Wayne Danielson

Brief Narrative Vitae 2002


Brief Narrative Vitae of Wayne Danielson, Nov. 19, 2002

Wayne Allen Danielson holds the DeWitt Carter Reddick Regent's Centennial Chair in Communication at the University of Texas at Austin.  He teaches in the Department of Journalism and also holds a professorship in the Department of Computer Sciences.  From 1995-1997 he served on special assignment in the office of the executive vice president working on materials for the accreditation of the university, including a special study on information technology and the future of the university.

A magna cum laude graduate in journalism of the University of Iowa in 1952, he also holds the M.A. in journalism and the Ph.D. in mass communication research from Stanford University.
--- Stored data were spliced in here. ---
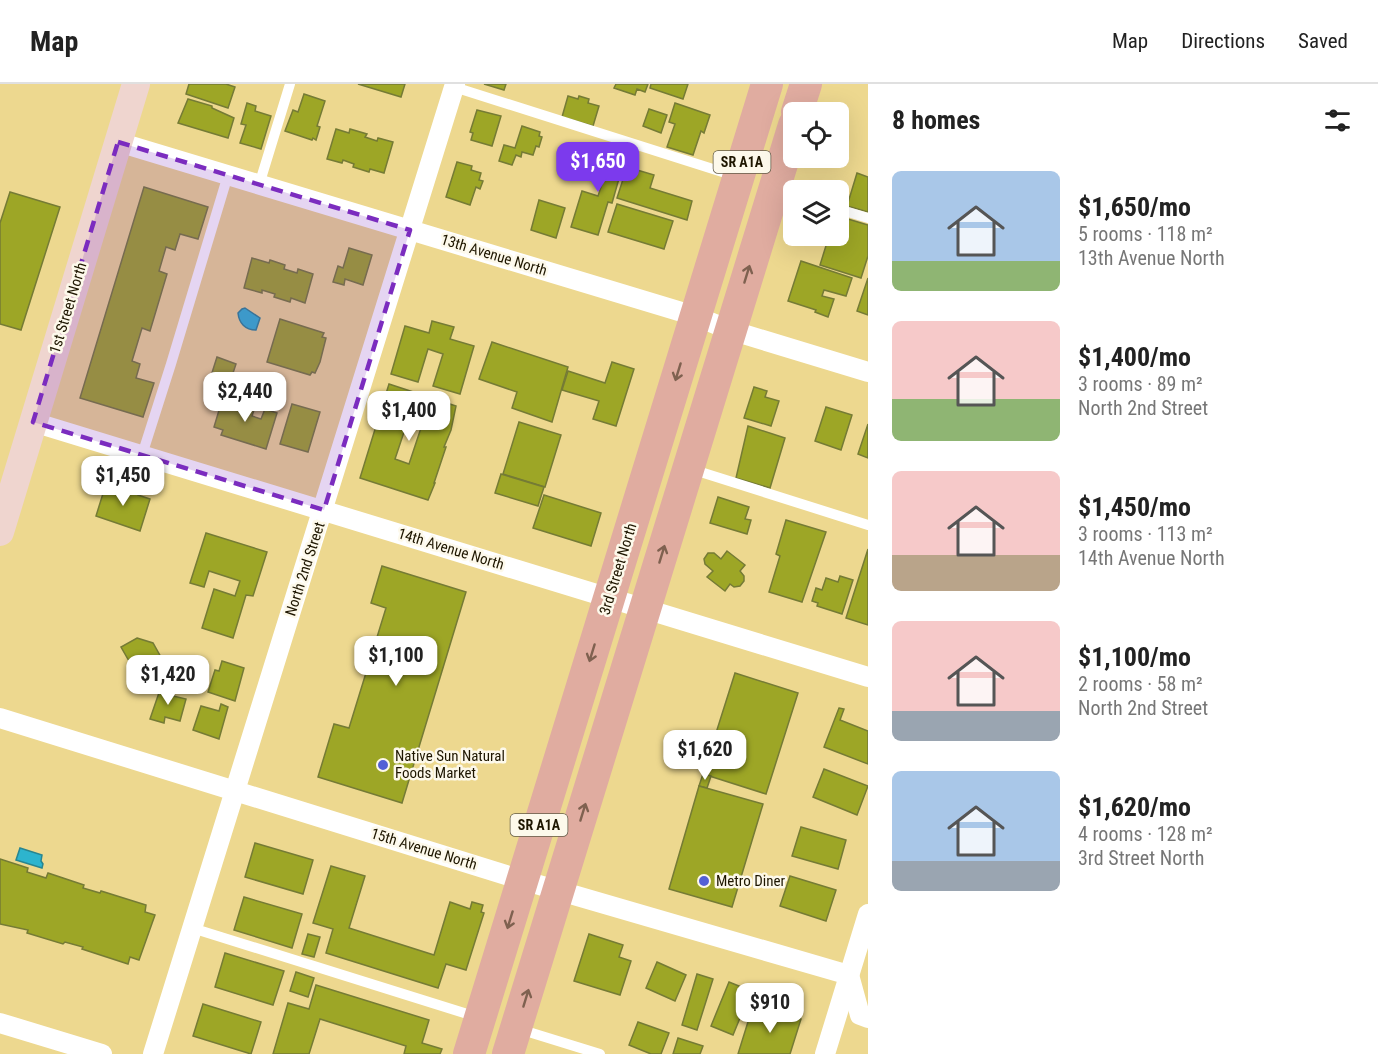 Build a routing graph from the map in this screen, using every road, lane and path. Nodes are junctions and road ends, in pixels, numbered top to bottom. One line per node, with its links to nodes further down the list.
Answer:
1 (136, 84): 7 (street, 1st Street North)
2 (290, 84): 10 (lane)
3 (767, 84): 9 (main road, 3rd Street North / SR A1A)
4 (806, 84): 6 (main road)
5 (454, 86): 9 (lane); 14 (street, North 2nd Street)
6 (800, 102)
7 (118, 142): 8 (street, 13th Avenue North); 18 (street, 1st Street North)
8 (228, 175): 10 (street, 13th Avenue North); 19 (lane)
9 (738, 177): 15 (main road, 3rd Street North / SR A1A)
10 (259, 184): 14 (street, 13th Avenue North)
11 (783, 191): 16 (main road, SR A1A, one-way to 11)
12 (849, 212): 13 (lane)
13 (868, 218)
14 (410, 230): 15 (street, 13th Avenue North); 21 (street, North 2nd Street)
15 (695, 316): 16 (street, 13th Avenue North); 24 (main road, 3rd Street North / SR A1A, one-way to 24)
16 (730, 330): 17 (street, 13th Avenue North); 20 (main road, SR A1A)
17 (868, 372)
18 (33, 422): 19 (street, 14th Avenue North); 23 (street, 1st Street North)
19 (142, 455): 21 (street, 14th Avenue North)
20 (688, 468): 22 (lane); 25 (main road, SR A1A, one-way to 20)
21 (324, 510): 24 (street, 14th Avenue North); 28 (street, North 2nd Street)
22 (868, 525)
23 (0, 532)
24 (609, 597): 25 (street, 14th Avenue North); 29 (main road, 3rd Street North / SR A1A, one-way to 29)
25 (645, 610): 26 (street, 14th Avenue North); 30 (main road, SR A1A, one-way to 25)
26 (868, 677)
27 (0, 718): 28 (street, 15th Avenue North)
28 (235, 790): 29 (street, 15th Avenue North); 32 (street, North 2nd Street)
29 (522, 880): 30 (street, 15th Avenue North); 35 (main road, 3rd Street North / SR A1A, one-way to 35)
30 (560, 890): 34 (street, 15th Avenue North); 38 (main road, SR A1A, one-way to 30)
31 (868, 914): 34 (street)
32 (192, 928): 35 (lane); 40 (street, North 2nd Street)
33 (868, 954): 34 (street)
34 (849, 975): 36 (street); 43 (street)
35 (480, 1018): 41 (main road, 3rd Street North / SR A1A)
36 (868, 1018)
37 (0, 1023): 39 (street)
38 (512, 1041): 42 (lane)
39 (102, 1054)
40 (153, 1054)
41 (470, 1054)
42 (600, 1054)
43 (825, 1054)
He worked briefly as a reporter and newspaper research manager at the San Jose Mercury, and he has also taught at Stanford, the University of Wisconsin - Madison, and the University of North Carolina at Chapel Hill.  He served for five years as dean of the School of Journalism at UNC and for 10 years as dean of the then School of Communication at UT Austin.

Dr. Danielson's undergraduate teaching centers on writing, editing and theories of mass communication.  His graduate teaching emphasizes survey research on communication behavior and public opinion, and content analysis involving the use of computers to analyze texts. He is an avid user of the Internet in his teaching, and in fall 2002 his Theories of Mass Communication class became the first course in the College of Communication to be offered entirely online.  Although most of the 48 students who enrolled were from the Austin area, one lived in the Valley and one was a UT student completing an internship in Los Angeles.

A pioneer in the use of computers to help produce newspapers, he has continued to do research in that area, most recently working on software to create individualized newspapers on the Internet.  In the mid-’90s he worked for three years with Dean Ellen Wartella, D. Charles Whitney and Dominic Lasorsa as part of a nationwide group of researchers studying television violence.

On the national scene, he served as president of the Association of Schools and Departments of Journalism and the Association for Education in Journalism and Mass Communication. He was the founder of Journalism Abstracts, a publication of abstracts of doctoral dissertations and master’s theses in the field.  He has also served the University of Texas  in many ways – as chair of the Faculty Senate, as chair of numerous committees on information technology, and as chair of the  ad hoc Committee on Multiculturalism in the Curriculum. In 2000 he received the Civitatis Award in recognition of his service to the University.

After 47 years of teaching, he says he is still learning from his students, from his four children and two stepchildren, and from his ten grandchildren.  Once a month for the last 32 years, he has shared the lessons of his academic and family life with members of the Fellowship Sunday School Class of Tarrytown United Methodist Church.  A book gleaned from these lessons is in progress with the title, "Partly Saved."

Now in the third year of staged retirement, he looks forward to the “real thing” in September 2003, but he says he may try to teach an online course or two from his home office.